Architectures and Why They Differ
Everything you have studied so far — neurons, weights, biases, activations, loss, gradient descent, and backpropagation — applies to every neural network regardless of what it does. But the specific way you connect neurons into layers, and which layers you choose, varies enormously across tasks. A network that classifies images should not look the same as one that translates English to French. The structure of the data — how information is arranged spatially or temporally — should inform the structure of the network. This lesson surveys three major architectural families, explains the design principles behind each, and shows why choosing the right architecture for a task is as important as choosing the right training procedure.

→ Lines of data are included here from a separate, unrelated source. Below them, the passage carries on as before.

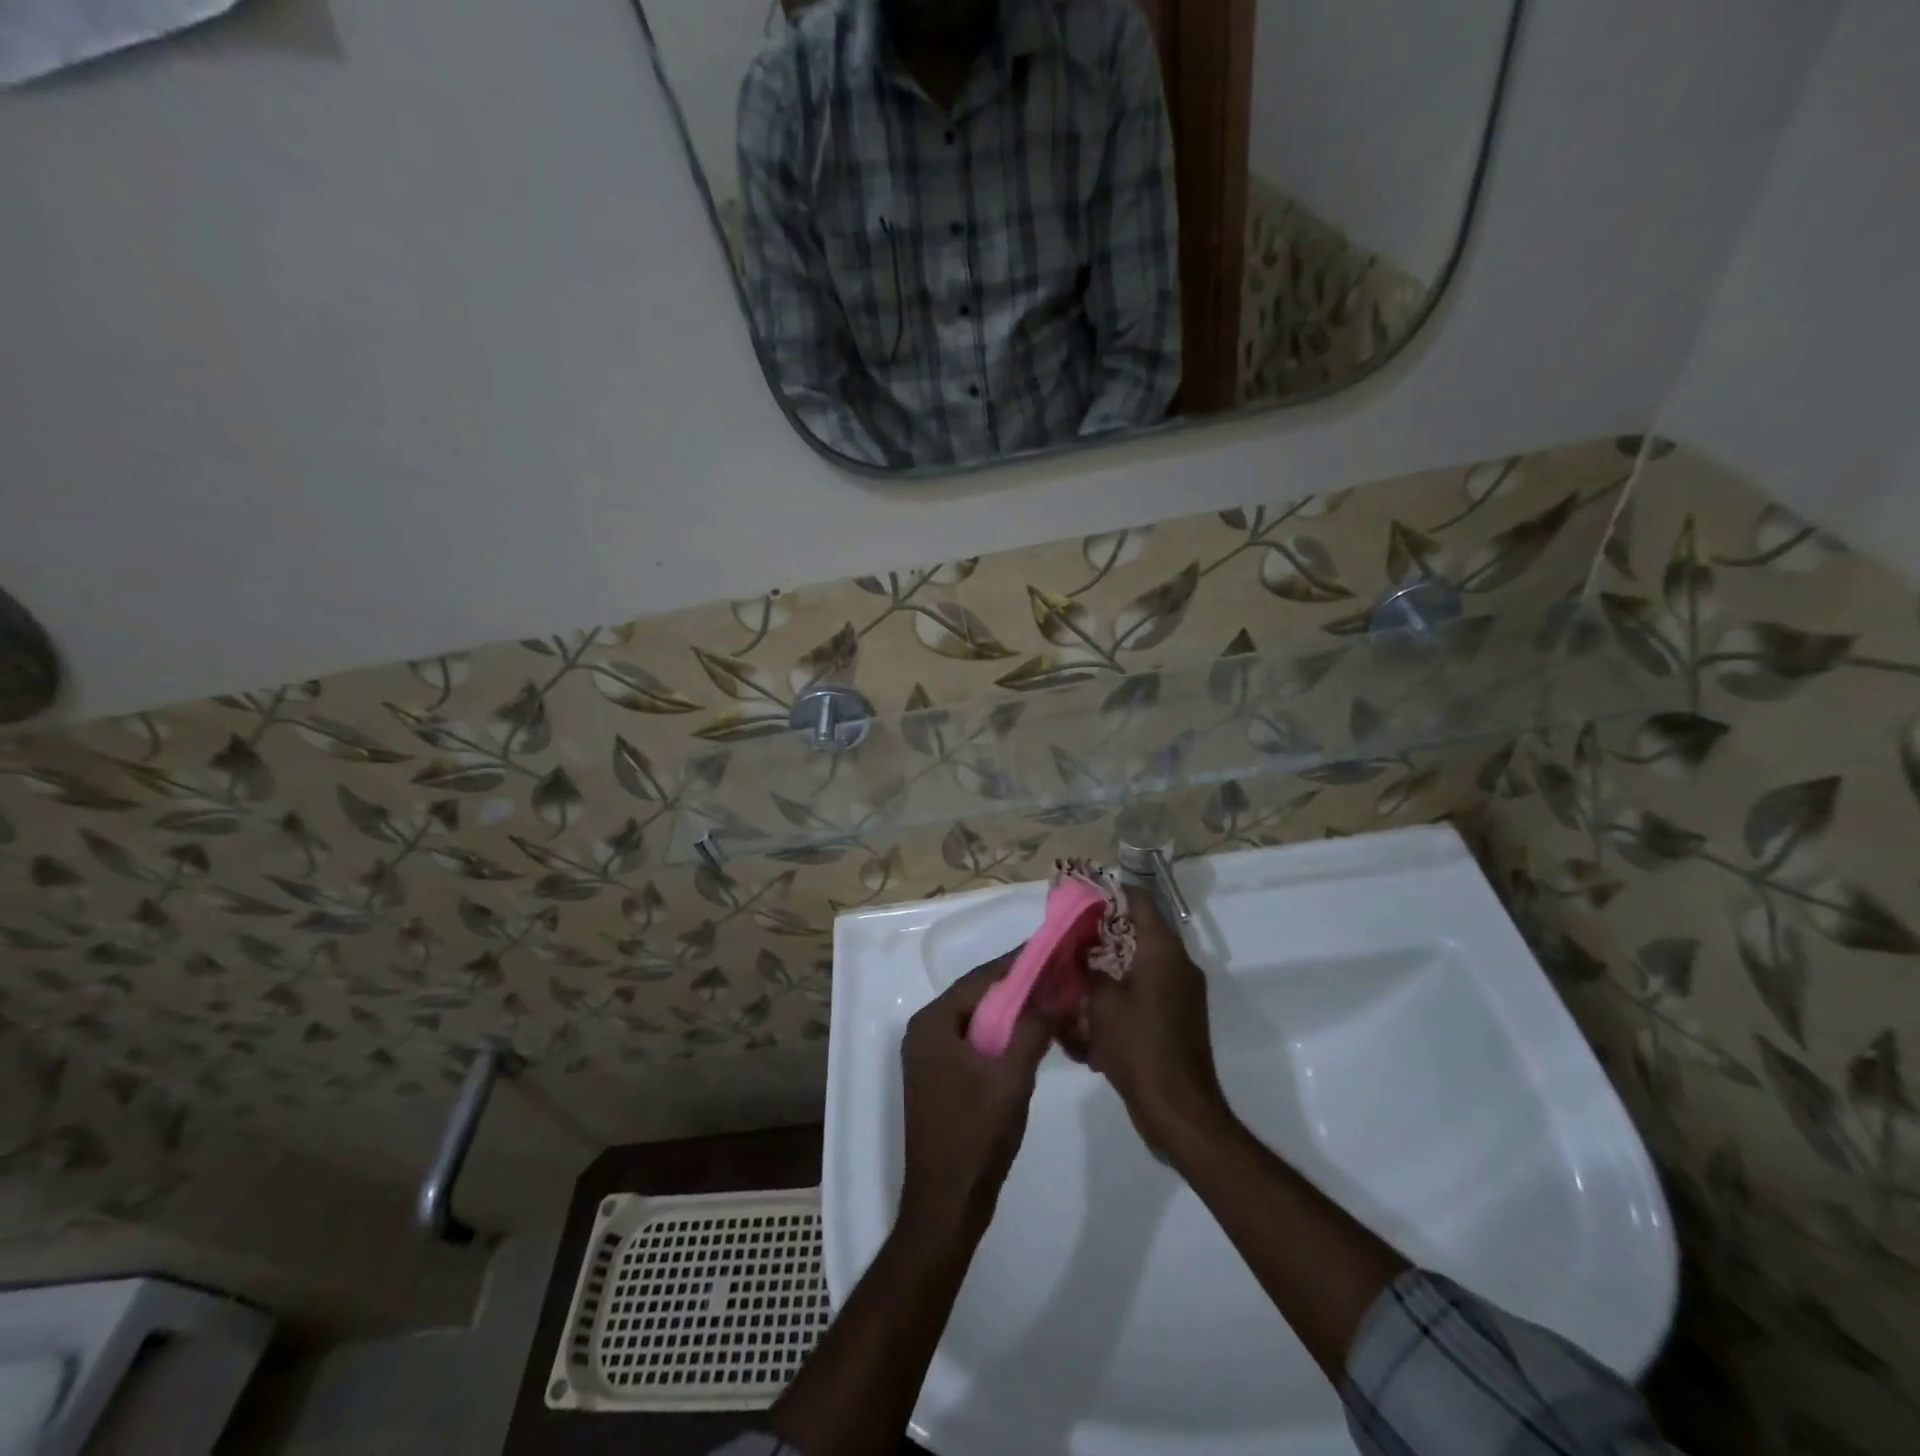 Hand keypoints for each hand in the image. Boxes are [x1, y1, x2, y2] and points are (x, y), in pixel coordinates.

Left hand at [899, 955, 1049, 1239]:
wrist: (946, 1205)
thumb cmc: (975, 1136)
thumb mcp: (1012, 1077)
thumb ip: (1032, 1029)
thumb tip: (1055, 993)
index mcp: (932, 1023)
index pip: (980, 978)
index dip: (1016, 963)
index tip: (1050, 949)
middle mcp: (924, 1031)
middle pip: (976, 996)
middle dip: (1016, 986)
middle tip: (1056, 973)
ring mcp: (928, 1057)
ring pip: (976, 1020)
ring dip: (1010, 1011)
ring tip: (1049, 999)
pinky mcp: (938, 1078)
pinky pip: (972, 1042)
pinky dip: (1000, 1035)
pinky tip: (1029, 1036)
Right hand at [1078, 888, 1230, 1155]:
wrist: (1177, 1109)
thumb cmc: (1137, 1046)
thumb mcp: (1100, 1002)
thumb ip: (1087, 969)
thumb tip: (1079, 953)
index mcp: (1163, 950)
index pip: (1138, 900)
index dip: (1108, 892)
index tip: (1078, 896)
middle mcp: (1178, 964)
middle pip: (1137, 933)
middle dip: (1100, 936)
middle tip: (1067, 940)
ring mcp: (1181, 993)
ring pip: (1138, 966)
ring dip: (1108, 969)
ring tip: (1074, 980)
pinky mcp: (1177, 1019)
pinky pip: (1144, 994)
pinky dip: (1120, 997)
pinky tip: (1091, 1017)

Fully Connected Networks and Their Limits
The architecture you have been studying — every neuron in one layer connected to every neuron in the next — is called a fully connected or dense network. It makes no assumptions about the structure of the input. For images, this becomes a problem. A 224×224 color image has 224 × 224 × 3 = 150,528 input values. A first layer with 1,000 neurons would have 150,528 × 1,000 = 150.5 million weight parameters just in the first connection. Worse, a fully connected network treats each pixel as completely independent — but pixels that are spatially close together are highly related. A cat's ear is a local pattern; knowing that pixel (100, 100) is dark matters more in the context of the pixels around it than in relation to a pixel at (10, 200). A fully connected network learns spatial structure only by brute-forcing it through the data — if trained on enough examples, it will eventually discover that nearby pixels are related. But this is wildly inefficient compared to building that prior knowledge into the architecture.
An architectural prior is an assumption about data structure that is built into the network's design — before any training begins. CNNs encode the prior that patterns are spatially local and translatable. Recurrent networks encode the prior that data is sequential and context-dependent. Transformers encode the prior that any position can relate to any other. Choosing an architecture means choosing which priors to embed. Right priors dramatically reduce the amount of data needed to learn.

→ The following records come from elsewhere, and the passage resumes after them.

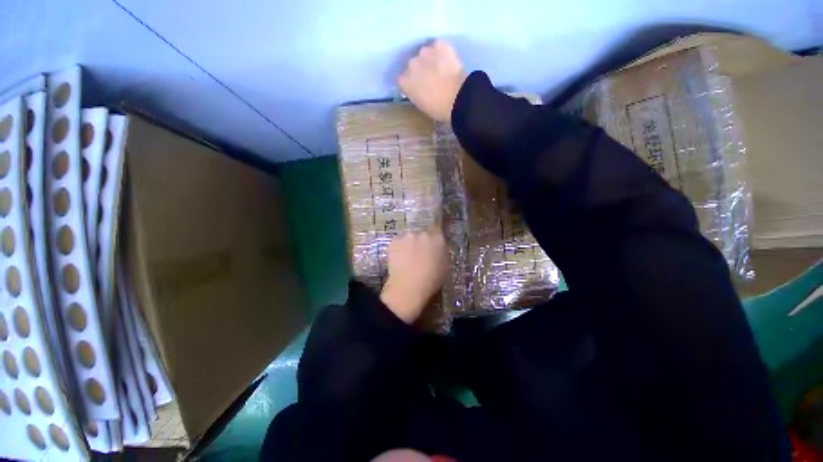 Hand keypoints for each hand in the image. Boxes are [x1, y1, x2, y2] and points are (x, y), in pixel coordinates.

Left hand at [380, 228, 448, 323]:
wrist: (408, 287)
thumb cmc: (432, 280)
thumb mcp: (446, 265)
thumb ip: (442, 251)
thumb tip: (439, 247)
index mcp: (437, 238)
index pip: (438, 226)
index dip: (435, 231)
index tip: (433, 238)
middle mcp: (422, 232)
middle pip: (422, 232)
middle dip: (421, 240)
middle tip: (419, 253)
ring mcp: (407, 236)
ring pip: (409, 237)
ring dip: (409, 244)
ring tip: (407, 258)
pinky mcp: (394, 241)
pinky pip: (398, 243)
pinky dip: (399, 249)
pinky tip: (399, 260)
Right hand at [398, 40, 465, 122]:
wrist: (457, 98)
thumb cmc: (438, 109)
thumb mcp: (421, 104)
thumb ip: (415, 93)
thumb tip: (419, 88)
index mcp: (404, 82)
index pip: (403, 79)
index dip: (412, 82)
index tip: (419, 86)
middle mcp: (410, 64)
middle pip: (413, 64)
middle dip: (420, 69)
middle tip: (431, 78)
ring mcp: (424, 52)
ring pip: (425, 53)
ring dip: (431, 59)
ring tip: (441, 68)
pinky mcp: (438, 44)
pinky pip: (438, 46)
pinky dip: (442, 52)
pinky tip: (448, 61) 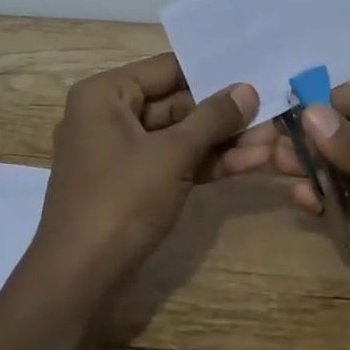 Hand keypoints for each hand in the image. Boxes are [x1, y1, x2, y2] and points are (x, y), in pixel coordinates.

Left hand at [33, 54, 259, 297]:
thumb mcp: (172, 155)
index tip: (253, 68)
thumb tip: (247, 90)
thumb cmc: (120, 202)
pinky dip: (206, 164)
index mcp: (105, 95)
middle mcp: (108, 116)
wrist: (78, 281)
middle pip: (175, 103)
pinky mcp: (132, 186)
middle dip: (223, 113)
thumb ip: (212, 119)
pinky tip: (249, 163)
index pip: (166, 69)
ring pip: (178, 137)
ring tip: (271, 140)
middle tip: (271, 109)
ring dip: (222, 141)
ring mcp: (120, 154)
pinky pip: (172, 163)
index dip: (211, 71)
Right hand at [271, 85, 349, 349]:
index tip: (283, 104)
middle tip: (269, 140)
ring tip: (275, 166)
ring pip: (346, 171)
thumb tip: (307, 114)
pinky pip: (348, 208)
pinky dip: (325, 201)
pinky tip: (302, 199)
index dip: (328, 102)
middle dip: (314, 137)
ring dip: (314, 167) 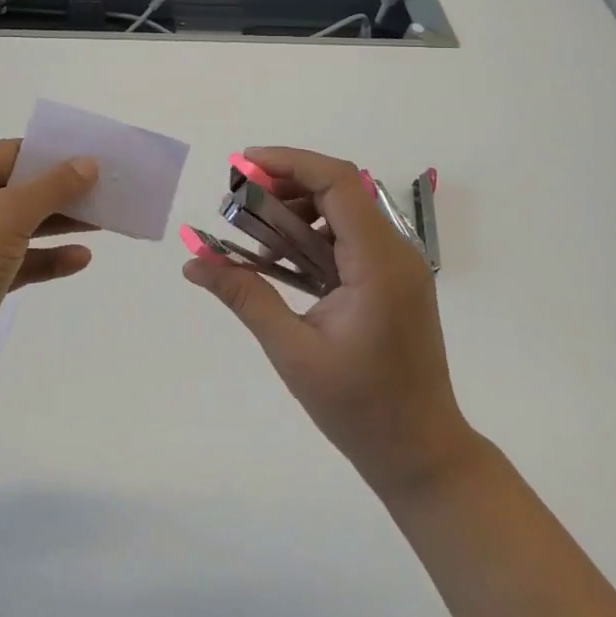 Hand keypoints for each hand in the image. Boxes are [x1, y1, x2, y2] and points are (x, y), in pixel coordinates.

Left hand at [0, 140, 98, 394]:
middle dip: (60, 192)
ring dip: (59, 224)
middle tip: (104, 191)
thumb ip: (54, 186)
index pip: (7, 154)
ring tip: (102, 222)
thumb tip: (88, 162)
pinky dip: (47, 258)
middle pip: (16, 189)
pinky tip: (80, 259)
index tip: (90, 158)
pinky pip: (18, 260)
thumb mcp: (11, 214)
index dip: (49, 155)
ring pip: (20, 225)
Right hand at [183, 147, 473, 500]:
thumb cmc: (359, 409)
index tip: (243, 166)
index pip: (337, 182)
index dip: (290, 162)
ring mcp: (399, 265)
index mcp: (378, 263)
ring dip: (298, 211)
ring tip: (257, 240)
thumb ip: (245, 297)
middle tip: (238, 203)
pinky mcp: (395, 279)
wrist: (422, 453)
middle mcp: (396, 252)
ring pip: (344, 209)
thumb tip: (193, 262)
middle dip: (285, 185)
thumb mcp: (293, 351)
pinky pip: (351, 236)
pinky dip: (314, 235)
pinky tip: (284, 262)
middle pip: (339, 188) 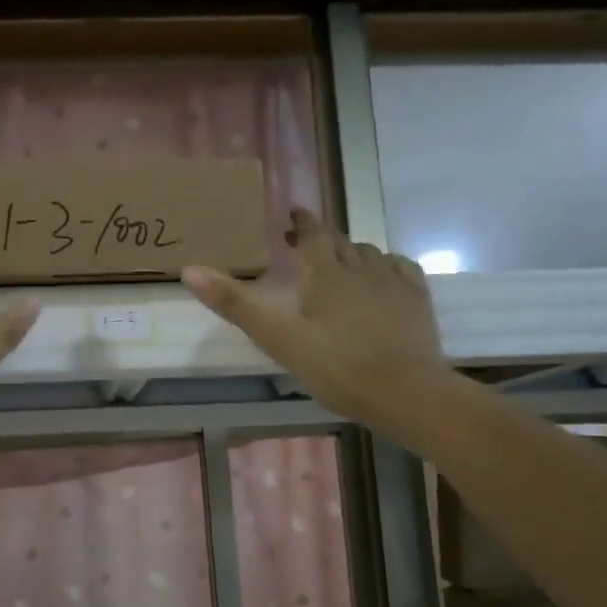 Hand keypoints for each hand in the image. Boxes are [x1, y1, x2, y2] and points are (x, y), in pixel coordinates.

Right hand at [181, 208, 448, 426]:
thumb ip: (236, 304)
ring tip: (339, 265)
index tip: (292, 215)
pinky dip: (385, 265)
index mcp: (325, 273)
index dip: (301, 222)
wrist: (405, 392)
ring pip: (369, 253)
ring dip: (351, 253)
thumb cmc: (336, 367)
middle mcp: (360, 267)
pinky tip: (382, 278)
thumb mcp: (278, 338)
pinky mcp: (418, 300)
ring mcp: (393, 282)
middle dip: (322, 238)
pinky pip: (400, 268)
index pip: (312, 234)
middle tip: (305, 245)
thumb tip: (189, 270)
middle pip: (340, 242)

Convolutional Neural Networks (CNNs): For Spatial Data A convolutional layer applies a small grid of weights — called a filter or kernel — repeatedly across the input image. If the filter is 3×3, it looks at a 3×3 patch of pixels, computes a weighted sum, and produces one output value. It then slides one step and repeats, covering the entire image. This produces a 2D output called a feature map. The key insight is weight sharing: the same filter weights are used at every position in the image. A filter that detects vertical edges learns those weights once, then applies the same detector everywhere. This reduces the parameter count dramatically (a 3×3 filter has only 9 weights) and encodes translation invariance — the same feature is detected regardless of where in the image it appears. A CNN stacks multiple convolutional layers. Early layers detect low-level features (edges, colors, textures). Deeper layers combine these into high-level features (shapes, object parts). After several convolutional layers, a final fully connected layer produces the classification output. This architecture is why image recognition — once extremely difficult for computers — became practical after 2012, when the AlexNet CNN dramatically outperformed all prior methods on ImageNet. Recurrent Neural Networks (RNNs): For Sequential Data Text, audio, time-series sensor readings — these inputs have an inherent order. What came before matters for interpreting what comes now. A fully connected network treats each position independently; a recurrent network shares information across positions. At each step in a sequence, an RNN takes the current input and a hidden state vector — which encodes information from all previous steps — and produces a new hidden state. This is a loop in the computation graph: the network processes the sequence one element at a time, carrying a summary of its history forward. RNNs struggle with long-range dependencies — information from many steps back tends to vanish (the vanishing gradient problem again, here across time steps rather than layers). Long Short-Term Memory networks (LSTMs) and Gated Recurrent Units (GRUs) were designed to address this by adding explicit gating mechanisms that control what information is retained or discarded.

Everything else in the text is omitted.